Source records
========
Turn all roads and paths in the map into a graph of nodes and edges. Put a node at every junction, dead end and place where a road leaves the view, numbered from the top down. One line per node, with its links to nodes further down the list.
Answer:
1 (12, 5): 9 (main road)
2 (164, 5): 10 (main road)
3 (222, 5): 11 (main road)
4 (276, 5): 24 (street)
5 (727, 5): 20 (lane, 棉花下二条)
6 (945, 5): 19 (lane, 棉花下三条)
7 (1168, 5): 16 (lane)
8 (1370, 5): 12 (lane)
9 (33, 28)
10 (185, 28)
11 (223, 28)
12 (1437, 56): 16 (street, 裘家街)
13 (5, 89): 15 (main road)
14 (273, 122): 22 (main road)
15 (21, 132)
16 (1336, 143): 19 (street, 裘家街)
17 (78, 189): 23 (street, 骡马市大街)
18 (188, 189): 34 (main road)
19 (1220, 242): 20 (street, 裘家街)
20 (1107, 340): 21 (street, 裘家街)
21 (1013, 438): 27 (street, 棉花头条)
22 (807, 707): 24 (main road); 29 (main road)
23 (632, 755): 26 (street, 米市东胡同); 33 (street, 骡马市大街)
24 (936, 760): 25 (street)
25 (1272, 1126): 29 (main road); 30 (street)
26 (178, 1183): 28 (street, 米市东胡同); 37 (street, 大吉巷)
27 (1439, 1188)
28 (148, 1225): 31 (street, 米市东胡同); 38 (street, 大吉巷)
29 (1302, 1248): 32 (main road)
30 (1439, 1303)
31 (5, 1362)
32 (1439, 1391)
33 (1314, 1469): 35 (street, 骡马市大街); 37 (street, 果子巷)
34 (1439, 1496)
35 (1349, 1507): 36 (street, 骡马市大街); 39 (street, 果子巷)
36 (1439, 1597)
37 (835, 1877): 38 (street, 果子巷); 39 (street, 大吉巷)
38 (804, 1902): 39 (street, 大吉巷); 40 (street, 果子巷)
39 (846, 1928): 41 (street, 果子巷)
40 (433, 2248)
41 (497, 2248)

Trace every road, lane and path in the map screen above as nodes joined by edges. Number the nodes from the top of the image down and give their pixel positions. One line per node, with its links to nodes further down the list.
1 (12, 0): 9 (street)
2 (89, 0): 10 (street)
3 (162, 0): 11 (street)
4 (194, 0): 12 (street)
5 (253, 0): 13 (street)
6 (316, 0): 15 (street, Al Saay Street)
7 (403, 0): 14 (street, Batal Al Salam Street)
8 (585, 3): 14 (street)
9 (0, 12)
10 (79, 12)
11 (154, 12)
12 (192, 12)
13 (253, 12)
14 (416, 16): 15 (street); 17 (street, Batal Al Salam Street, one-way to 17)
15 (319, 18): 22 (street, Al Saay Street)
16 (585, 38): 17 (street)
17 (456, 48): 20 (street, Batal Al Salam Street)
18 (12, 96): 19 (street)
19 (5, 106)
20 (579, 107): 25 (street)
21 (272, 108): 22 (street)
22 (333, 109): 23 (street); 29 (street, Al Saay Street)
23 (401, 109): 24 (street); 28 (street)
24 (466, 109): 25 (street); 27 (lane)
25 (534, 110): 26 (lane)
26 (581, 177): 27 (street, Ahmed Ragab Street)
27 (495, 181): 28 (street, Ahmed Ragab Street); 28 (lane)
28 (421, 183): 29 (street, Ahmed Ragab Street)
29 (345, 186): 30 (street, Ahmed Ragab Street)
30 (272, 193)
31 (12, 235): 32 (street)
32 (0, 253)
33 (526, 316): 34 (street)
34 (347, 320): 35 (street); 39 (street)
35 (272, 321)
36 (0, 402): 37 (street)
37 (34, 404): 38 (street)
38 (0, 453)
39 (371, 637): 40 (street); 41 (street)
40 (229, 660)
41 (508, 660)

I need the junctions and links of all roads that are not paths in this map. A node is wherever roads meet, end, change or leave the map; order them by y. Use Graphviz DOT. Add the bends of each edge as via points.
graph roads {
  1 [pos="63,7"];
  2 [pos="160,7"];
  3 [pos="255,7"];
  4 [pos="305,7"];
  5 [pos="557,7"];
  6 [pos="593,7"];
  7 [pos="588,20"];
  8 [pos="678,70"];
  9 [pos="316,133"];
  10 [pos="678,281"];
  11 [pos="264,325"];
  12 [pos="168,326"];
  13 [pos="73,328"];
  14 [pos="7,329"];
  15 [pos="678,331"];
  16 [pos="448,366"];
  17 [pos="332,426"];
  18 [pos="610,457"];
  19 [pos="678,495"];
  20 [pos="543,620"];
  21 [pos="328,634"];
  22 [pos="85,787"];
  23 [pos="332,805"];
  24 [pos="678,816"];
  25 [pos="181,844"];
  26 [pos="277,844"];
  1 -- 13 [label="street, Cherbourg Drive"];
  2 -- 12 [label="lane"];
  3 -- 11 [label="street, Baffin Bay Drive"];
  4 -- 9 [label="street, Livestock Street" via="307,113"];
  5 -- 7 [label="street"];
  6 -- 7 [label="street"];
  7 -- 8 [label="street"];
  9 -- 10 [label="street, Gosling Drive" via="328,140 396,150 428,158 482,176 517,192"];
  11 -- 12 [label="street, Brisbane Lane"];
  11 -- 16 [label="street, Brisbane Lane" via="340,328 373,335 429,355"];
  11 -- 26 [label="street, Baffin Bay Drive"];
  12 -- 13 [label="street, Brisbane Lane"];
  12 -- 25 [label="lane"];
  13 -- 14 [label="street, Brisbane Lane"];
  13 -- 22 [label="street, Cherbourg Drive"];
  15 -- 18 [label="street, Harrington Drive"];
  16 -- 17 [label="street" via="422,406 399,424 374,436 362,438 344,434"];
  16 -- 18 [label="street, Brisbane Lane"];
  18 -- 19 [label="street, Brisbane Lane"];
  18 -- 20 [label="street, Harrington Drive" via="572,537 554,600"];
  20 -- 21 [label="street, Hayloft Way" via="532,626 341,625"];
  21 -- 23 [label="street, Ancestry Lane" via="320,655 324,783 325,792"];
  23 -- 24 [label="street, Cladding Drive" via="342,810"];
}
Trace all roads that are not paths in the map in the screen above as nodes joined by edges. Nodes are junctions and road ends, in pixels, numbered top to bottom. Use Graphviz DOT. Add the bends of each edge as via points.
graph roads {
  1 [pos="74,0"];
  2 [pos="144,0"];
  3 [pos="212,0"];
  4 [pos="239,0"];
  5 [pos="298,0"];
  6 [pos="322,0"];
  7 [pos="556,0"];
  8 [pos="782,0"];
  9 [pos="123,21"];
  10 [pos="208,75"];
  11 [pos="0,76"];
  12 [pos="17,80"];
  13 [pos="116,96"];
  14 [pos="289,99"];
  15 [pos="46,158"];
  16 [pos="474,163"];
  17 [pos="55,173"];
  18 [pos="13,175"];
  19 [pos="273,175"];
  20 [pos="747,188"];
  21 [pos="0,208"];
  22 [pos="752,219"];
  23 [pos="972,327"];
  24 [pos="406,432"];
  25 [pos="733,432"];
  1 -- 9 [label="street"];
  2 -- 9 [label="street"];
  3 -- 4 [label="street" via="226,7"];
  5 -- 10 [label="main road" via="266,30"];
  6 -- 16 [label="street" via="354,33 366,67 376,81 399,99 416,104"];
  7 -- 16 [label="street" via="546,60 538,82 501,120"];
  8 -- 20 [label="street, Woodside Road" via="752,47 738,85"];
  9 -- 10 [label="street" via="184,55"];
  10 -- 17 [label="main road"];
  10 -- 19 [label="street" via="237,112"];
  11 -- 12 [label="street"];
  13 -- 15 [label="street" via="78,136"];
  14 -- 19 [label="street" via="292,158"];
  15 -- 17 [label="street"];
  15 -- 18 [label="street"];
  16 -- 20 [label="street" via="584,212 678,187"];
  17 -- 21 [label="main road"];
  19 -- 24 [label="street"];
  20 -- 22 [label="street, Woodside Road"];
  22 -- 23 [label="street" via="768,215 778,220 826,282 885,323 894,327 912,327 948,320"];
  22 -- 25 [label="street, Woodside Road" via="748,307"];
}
========
• **ACTIVITY**
The line containing "Trace all roads" and every line after it, through the end of the records, should be repeated exactly and alone.

• **YOUR RESPONSE**
Trace all roads that are not paths in the map in the screen above as nodes joined by edges. Nodes are junctions and road ends, in pixels, numbered top to bottom. Use Graphviz DOT. Add the bends of each edge as via points.
graph roads {
  1 [pos="74,0"];
  2 [pos="144,0"];
  3 [pos="212,0"];
  4 [pos="239,0"];
  5 [pos="298,0"];
  6 [pos="322,0"];
  7 [pos="556,0"];
  8 [pos="782,0"];
  9 [pos="123,21"];
  10 [pos="208,75"];
  11 [pos="0,76"];
  12 [pos="17,80"];
  13 [pos="116,96"];
  14 [pos="289,99"];
  15 [pos="46,158"];
  16 [pos="474,163"];
  17 [pos="55,173"];
  18 [pos="13,175"];
  19 [pos="273,175"];
  20 [pos="747,188"];
  21 [pos="0,208"];
  22 [pos="752,219"];
  23 [pos="972,327"];
  24 [pos="406,432"];
  25 [pos="733,432"];
  1 -- 9 [label="street"];
  2 -- 9 [label="street"];
  3 -- 4 [label="street" via="226,7"];
  5 -- 10 [label="main road" via="266,30"];
  6 -- 16 [label="street" via="354,33 366,67 376,81 399,99 416,104"];
  7 -- 16 [label="street" via="546,60 538,82 501,120"];
  8 -- 20 [label="street, Woodside Road" via="752,47 738,85"];
  9 -- 10 [label="street" via="184,55"];
  10 -- 17 [label="main road"];
  10 -- 19 [label="street" via="237,112"];
  11 -- 12 [label="street"];
  13 -- 15 [label="street" via="78,136"];
  14 -- 19 [label="street" via="292,158"];
  15 -- 17 [label="street"];
  15 -- 18 [label="street"];
  16 -- 20 [label="street" via="584,212 678,187"];
  17 -- 21 [label="main road"];
  19 -- 24 [label="street"];
  20 -- 22 [label="street, Woodside Road"];
  22 -- 23 [label="street" via="768,215 778,220 826,282 885,323 894,327 912,327 948,320"];
  22 -- 25 [label="street, Woodside Road" via="748,307"];
}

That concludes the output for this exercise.